Na moldura até aqui esboçada, consenti-me repetir agora o que escrevi na minha primeira Encíclica: "As palavras de Jesus 'conhecereis a verdade, e a verdade tornar-vos-á livres' encerram em si uma exigência fundamental e, ao mesmo tempo, uma advertência: a exigência de uma relação honesta para com a verdade, como condição de uma autêntica liberdade; e a advertência, ademais, para que seja evitada qualquer liberdade aparente, toda a liberdade superficial e unilateral, toda a liberdade que não compreenda cabalmente a verdade sobre o homem e sobre o mundo" (Carta Enc. Redemptor Hominis, 12).
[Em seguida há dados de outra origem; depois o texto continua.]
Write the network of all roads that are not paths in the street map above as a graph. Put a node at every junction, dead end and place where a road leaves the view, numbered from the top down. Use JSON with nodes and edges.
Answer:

O uso da liberdade, à luz da verdade cristã e com o auxílio da graça, deve tornar-se então caridade, amor e doação; isto é, deve produzir os frutos do Espírito que são a alegria, a paz, a paciência, a benevolência e a bondade... (cf. Gál 5, 22). Com expressão de sabor agostiniano direi: a verdade tornou-nos livres; a caridade deve-nos fazer servidores uns dos outros!
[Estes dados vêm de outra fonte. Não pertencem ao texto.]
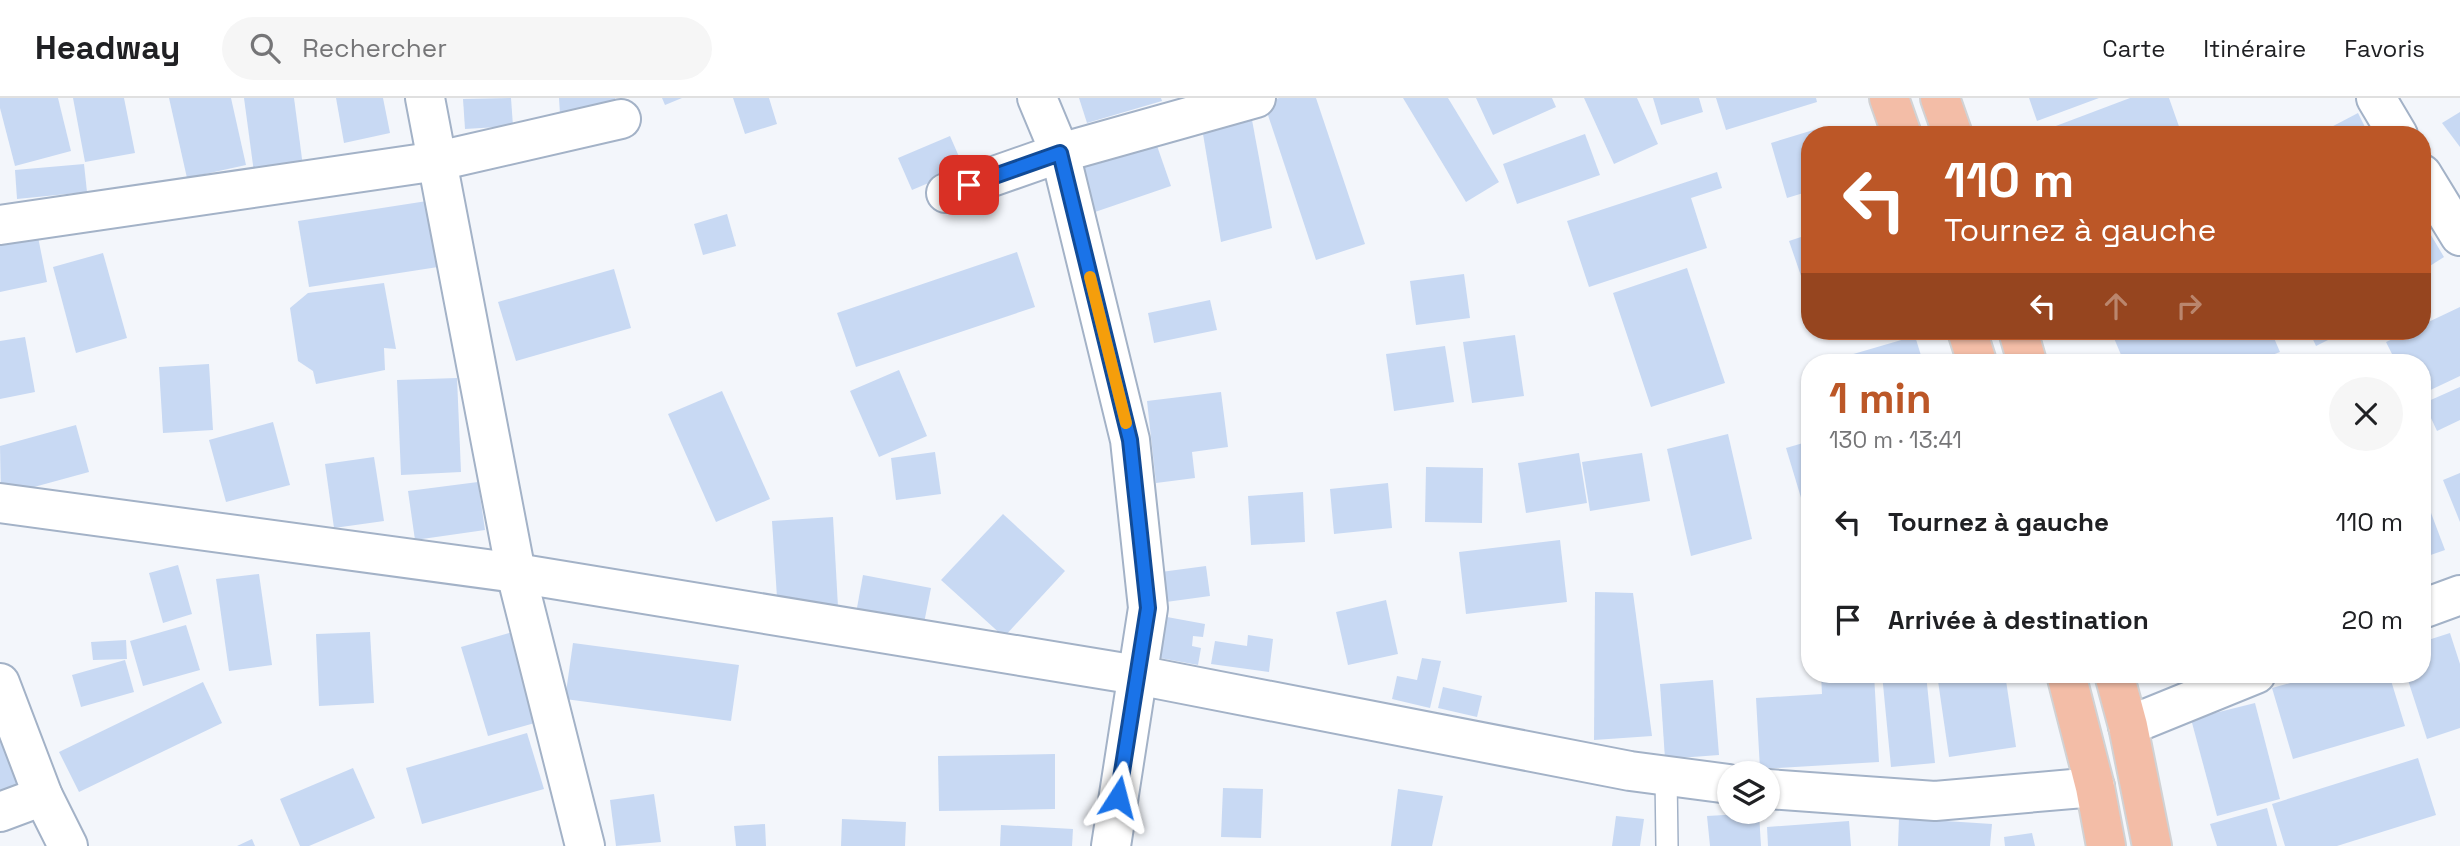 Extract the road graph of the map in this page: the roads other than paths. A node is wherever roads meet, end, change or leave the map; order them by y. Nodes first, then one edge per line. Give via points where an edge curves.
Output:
1 (425, 98) edge
2 (1037, 98) edge
3 (1256, 98) edge
4 (1889, 98) edge
5 (1940, 98) edge
6 (2376, 98) edge
7 (621, 119) dead end
8 (1899, 126) edge
9 (1950, 126) edge
10 (2393, 126) edge
11 (1060, 153) junction
12 (438, 161) junction
13 (2431, 189) edge
14 (946, 193) dead end
15 (0, 225) edge
16 (2460, 236) edge
17 (0, 503) edge
18 (516, 573) junction
19 (2460, 594) edge
20 (2431, 605) edge
21 (1137, 675) junction
22 (0, 683) edge
23 (2068, 683) edge
24 (2116, 683) edge
25 (2234, 683) edge
26 (2128, 726) junction
27 (1666, 775) junction
28 (1717, 782) edge
29 (2095, 787) junction
30 (1780, 790) edge
31 (43, 796) junction
32 (0, 813) edge
33 (68, 846) edge
34 (584, 846) edge
35 (1111, 846) edge
36 (1667, 846) edge
37 (2106, 846) edge
38 (2152, 846) edge

1 - 12 street
2 - 11 street
3 - 11 street
4 - 8 highway
5 - 9 highway
6 - 10 street
7 - 12 street
11 - 14 street
11 - 21 street via 1130,440 1148,608
12 - 15 street
12 - 18 street
13 - 16 street
17 - 18 street
18 - 21 street
18 - 34 street
19 - 20 street
21 - 27 street
21 - 35 street
22 - 31 street
23 - 29 highway
24 - 26 highway
25 - 26 street
26 - 38 highway
27 - 28 street
27 - 36 lane
29 - 30 street via 1935,801
29 - 37 highway
31 - 32 street
31 - 33 street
4. As ameaças à liberdade.
A liberdade cristã, que é verdadeiramente "liberdade perpétua" porque fundada no acolhimento e no respeito do eterno Absoluto pessoal, Deus, está porém continuamente ameaçada por erros e comportamentos opostos às suas raízes e ao seu dinamismo teleológico acima indicados.
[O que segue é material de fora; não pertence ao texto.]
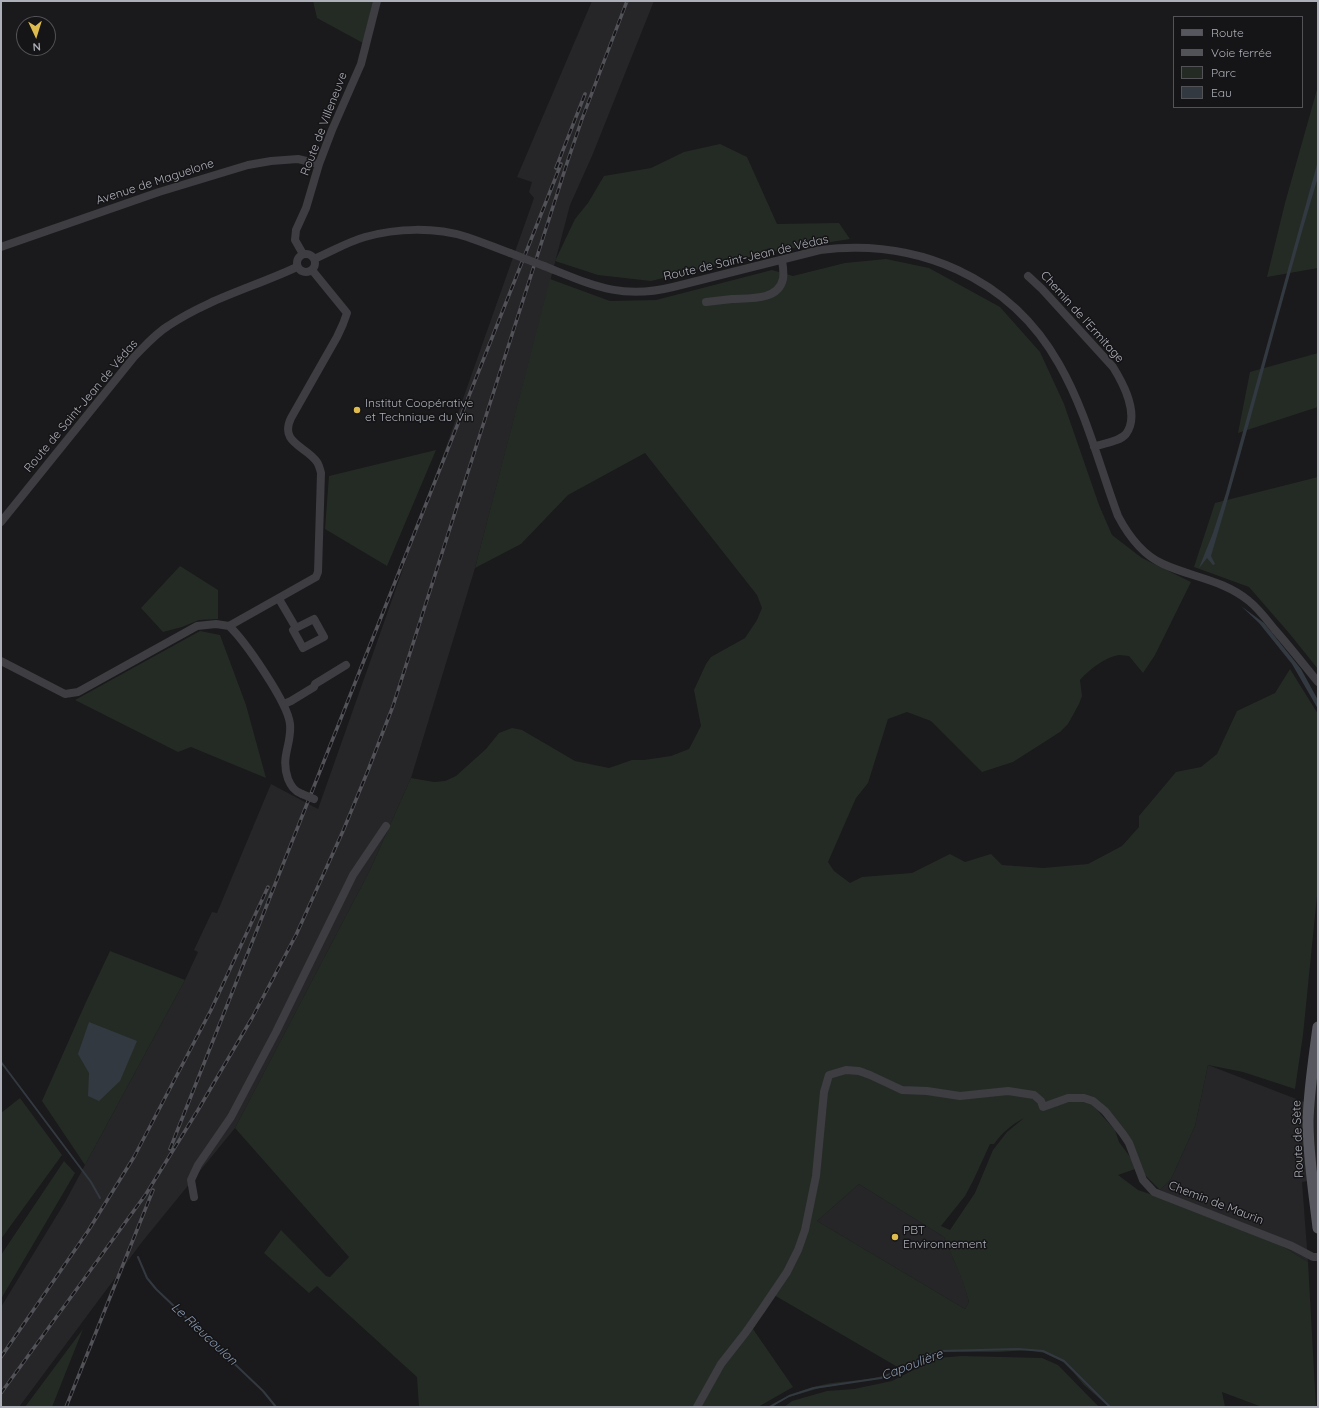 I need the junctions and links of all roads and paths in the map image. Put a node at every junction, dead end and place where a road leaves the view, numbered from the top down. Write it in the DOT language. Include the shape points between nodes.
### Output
graph roads {
  1 [pos="377,1"];
  2 [pos="319,164"];
  3 [pos="1,247"];
  4 [pos="303,254"];
  5 [pos="314,259"];
  6 [pos="782,260"];
  7 [pos="297,267"];
  8 [pos="312,270"];
  9 [pos="1028,276"];
  10 [pos="706,302"];
  11 [pos="1094,447"];
  12 [pos="1,522"];
  13 [pos="279,598"];
  14 [pos="229,626"];
  15 [pos="296,628"];
  16 [pos="1,661"];
  17 [pos="346,665"];
  18 [pos="1318,682"];
  19 [pos="284,704"];
  20 [pos="314,799"];
  21 [pos="386,826"];
  22 [pos="1318,1027"];
  23 [pos="194,1197"];
  24 [pos="1318,1228"];
  25 [pos="1318,1257"];
  26 [pos="698,1407"];
  1 -- 2 [label="street, Route de Villeneuve" via="361,64"];
  2 -- 3 [label="street, Avenue de Maguelone" via="298,159 271,160 248,165 159,192"];
  2 -- 4 [label="street, Route de Villeneuve" via="306,208 296,230 295,240"];
  4 -- 5 [label="street" via="311,255"];
  4 -- 7 [label="street" via="298,258"];
  5 -- 6 [label="street, Route de Saint-Jean de Védas, bridge" via="364,237 387,232 432,231 466,237 604,288 638,293 673,288"];
  5 -- 8 [label="street" via="315,265"];
  6 -- 10 [label="street" via="784,277 774,292 753,298"];
  6 -- 11 [label="street, Route de Saint-Jean de Védas" via="820,250 893,250 922,256 988,286 1023,315 1059,363 1074,393"];
  7 -- 8 [label="street" via="304,272"];
  7 -- 12 [label="street, Route de Saint-Jean de Védas" via="188,313 167,326 134,357"];
  8 -- 13 [label="street" via="346,313 337,337 291,418 288,428 293,442 317,461 321,473 318,572 316,577"];
  9 -- 11 [label="street, Chemin de l'Ermitage" via="1113,367 1122,381 1127,394 1131,423 1126,434"];
  11 -- 18 [label="street, Route de Saint-Jean de Védas" via="1118,516 1124,528 1146,553 1161,563 1234,590 1249,601 1261,612"];
  13 -- 14 [label="street"];
  13 -- 15 [label="street"];
  14 -- 16 [label="street" via="197,626 78,692 65,694"];
  14 -- 19 [label="street" via="244,642"];
  17 -- 19 [label="street"];
  19 -- 20 [label="street, bridge" via="291,729 285,767 291,785 298,792"];
  21 -- 23 [label="street" via="353,875 231,1117 198,1165 191,1180"];
  22 -- 24 [label="main road, Route de Sète" via="1308,1123"];
  25 -- 26 [label="street, Chemin de Maurin" via="1154,1192 1144,1180 1123,1134 1093,1101 1068,1098 1043,1107 1034,1095 1008,1091 960,1096 902,1090 876,1077 846,1070 829,1075 824,1092 816,1176 805,1230 798,1250 787,1272 721,1364"];
}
Quais são as actuais ameaças à liberdade cristã? Os erros de hoje e de sempre, isto é a visão ateia, agnóstica ou só iluminística da vida, levam, às vezes por motivos inconfessados de potência, a fazer que desapareçam nas várias instituições do conjunto social os valores transcendentes, fundamento da liberdade e da dignidade humana. Numa palavra, uma visão a-religiosa do homem e da história conduz à violação da lei divina, e portanto ao uso errado da liberdade.
São Tiago, na leitura de hoje, recomenda-nos "acolher com docilidade a palavra que foi semeada em nós" (Tg 1, 21), isto é a fé em Deus, que em Cristo nos veio ao encontro e nos remiu. Esta fé é necessário fazê-la sempre frutificar mais em nós, aceitando-lhe as exigências concretas. Se, descuidando a divina semente da fé, se lhe cultivam só algumas outras, estas revelam-se, cedo ou tarde, inadequadas e insuficientes. No fruto, pelo contrário, que brota da fé está encerrado e nobilitado tudo o que provém ainda de outros não ilegítimos frutos.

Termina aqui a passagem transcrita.